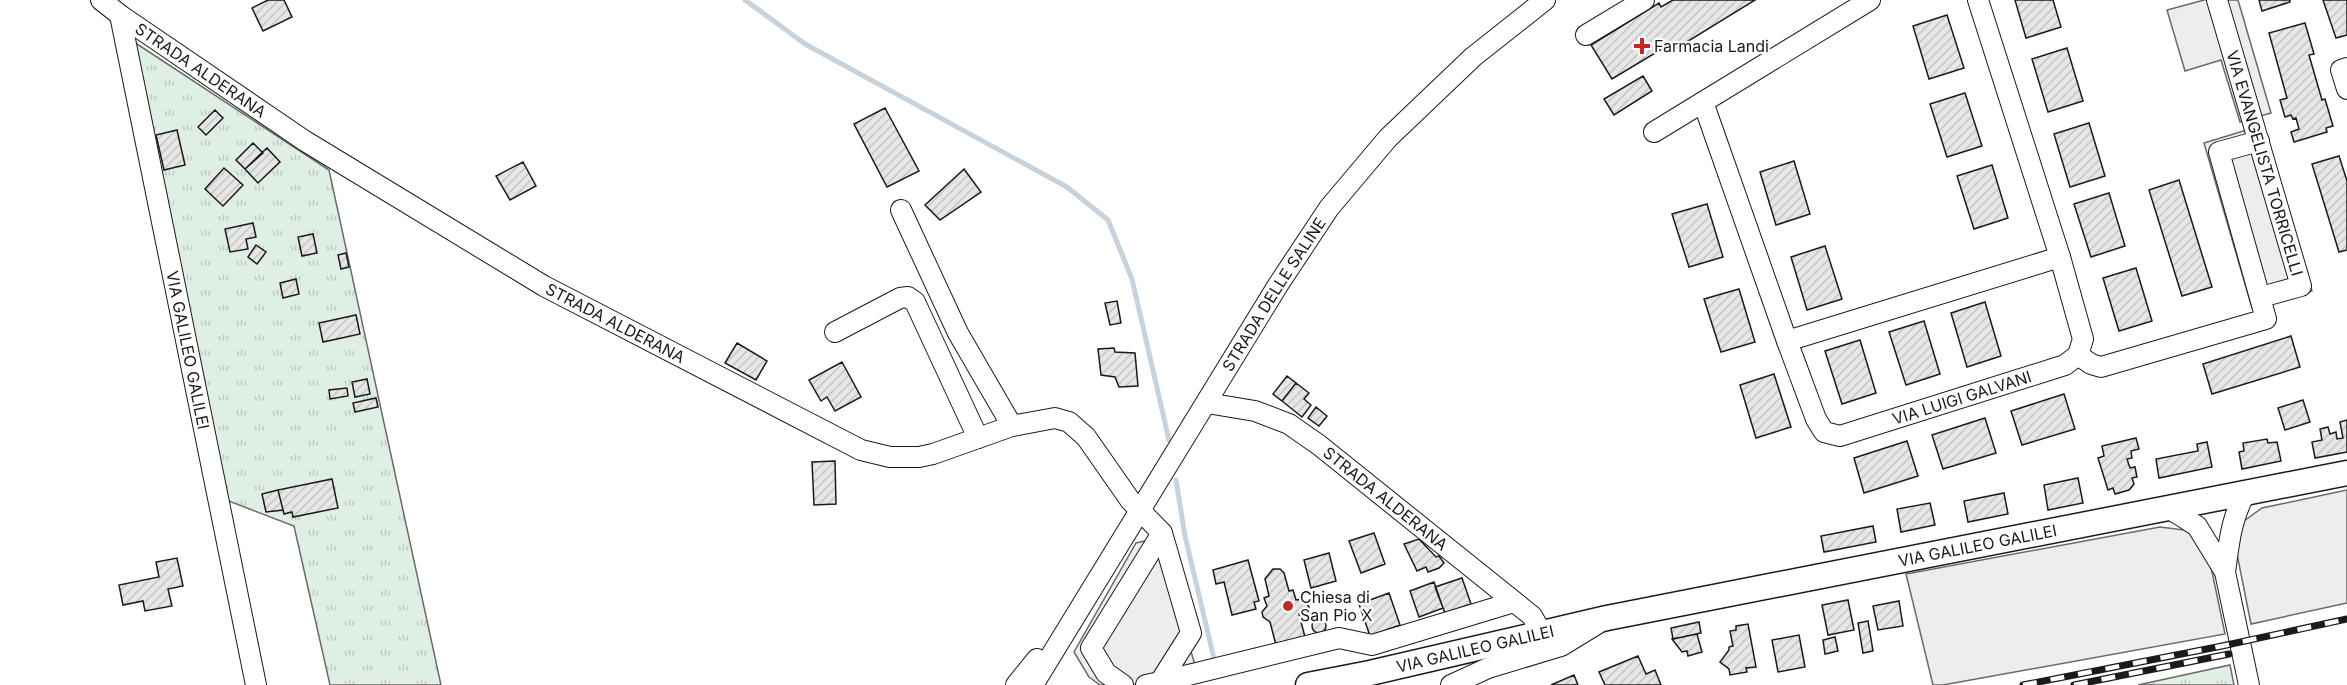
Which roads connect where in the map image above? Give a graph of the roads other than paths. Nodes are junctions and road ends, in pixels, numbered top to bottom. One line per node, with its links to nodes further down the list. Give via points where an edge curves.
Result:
1 (101, 0): 7 (street, STRADA ALDERANA)
2 (1545, 0): 20 (street, STRADA DELLE SALINE, via 1473,57 1397,130 1329,208)
3 (1644, 0): 8 (street)
4 (1870, 0): 11 (street)
5 (1978, 0): 15 (street)
6 (2217, 0): 13 (street, VIA EVANGELISTA TORRICELLI)
7 (120, 15): 22 (street, STRADA ALDERANA, via 305,141 477,247 544,286 848,444 875,454 904,458 933,454); 37 (street, VIA GALILEO GALILEI)
8 (1586, 35)
9 (2344, 69): 10 (street)
10 (2347, 89)
11 (1702, 102): 12 (street); 18 (street, VIA LUIGI GALVANI)
12 (1654, 132)
13 (2259, 141): 16 (street, via 2220,152); 16 (street, VIA EVANGELISTA TORRICELLI, via 2301,286)
14 (902, 210): 21 (street, via 958,333)
15 (2060, 257): 18 (street); 19 (street, via 2083,339)
16 (2261, 297): 19 (street, via 2266,318 2101,367)
17 (835, 332): 22 (street, via 900,298 908,297 915,302)
18 (1787, 341): 19 (street, VIA LUIGI GALVANI, via 1816,419 1824,432 1839,436 2065,365)
19 (2078, 355)
20 (1207, 403): 27 (street, STRADA DELLE SALINE); 32 (street, STRADA ALDERANA, via 1254,411 1289,424)
21 (1012, 426): 22 (street, STRADA ALDERANA); 27 (street, STRADA ALDERANA, via 1055,418 1069,422 1086,437)
22 (978, 438)
23 (2347, 473): 24 (main road, VIA GALILEO GALILEI)
24 (2246, 492): 25 (main road, VIA GALILEO GALILEI); 28 (street)
25 (2207, 500): 26 (main road, VIA GALILEO GALILEI); 28 (street); 29 (street)
26 (2170, 510): 29 (street); 33 (main road, VIA GALILEO GALILEI)
27 (1141, 511): 30 (street, STRADA ALDERANA); 35 (street, STRADA DELLE SALINE)
28 (2231, 524): 31 (street)
29 (2201, 532): 31 (street)
30 (1162, 533): 36 (street, via 1191,633); 41 (street, via 1091,648 1106,674)
31 (2225, 572): 44 (street)
32 (1514, 602): 34 (street, STRADA ALDERANA, via 1532,616); 36 (street, via 1372,645 1339,638)
33 (1607, 618): 34 (main road, VIA GALILEO GALILEI); 43 (street, VIA GALILEO GALILEI, via 1561,646 1488,668)
34 (1540, 632): 42 (main road, VIA GALILEO GALILEI)
35 (1062, 638): 38 (street, STRADA DELLE SALINE, via 1034,662); 39 (street, STRADA DELLE SALINE); 40 (street, STRADA DELLE SALINE)
36 (1153, 683)
37 (256, 685)
38 (1016, 685)
39 (1033, 685)
40 (1050, 685)
41 (1123, 685)
42 (1308, 685)
43 (1451, 685)
44 (2249, 685)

◆ Your task:
Please copy out every line in the listing that has the string "LUIGI".

◆ Response box:
11 (1702, 102): 12 (street); 18 (street, VIA LUIGI GALVANI)
18 (1787, 341): 19 (street, VIA LUIGI GALVANI, via 1816,419 1824,432 1839,436 2065,365)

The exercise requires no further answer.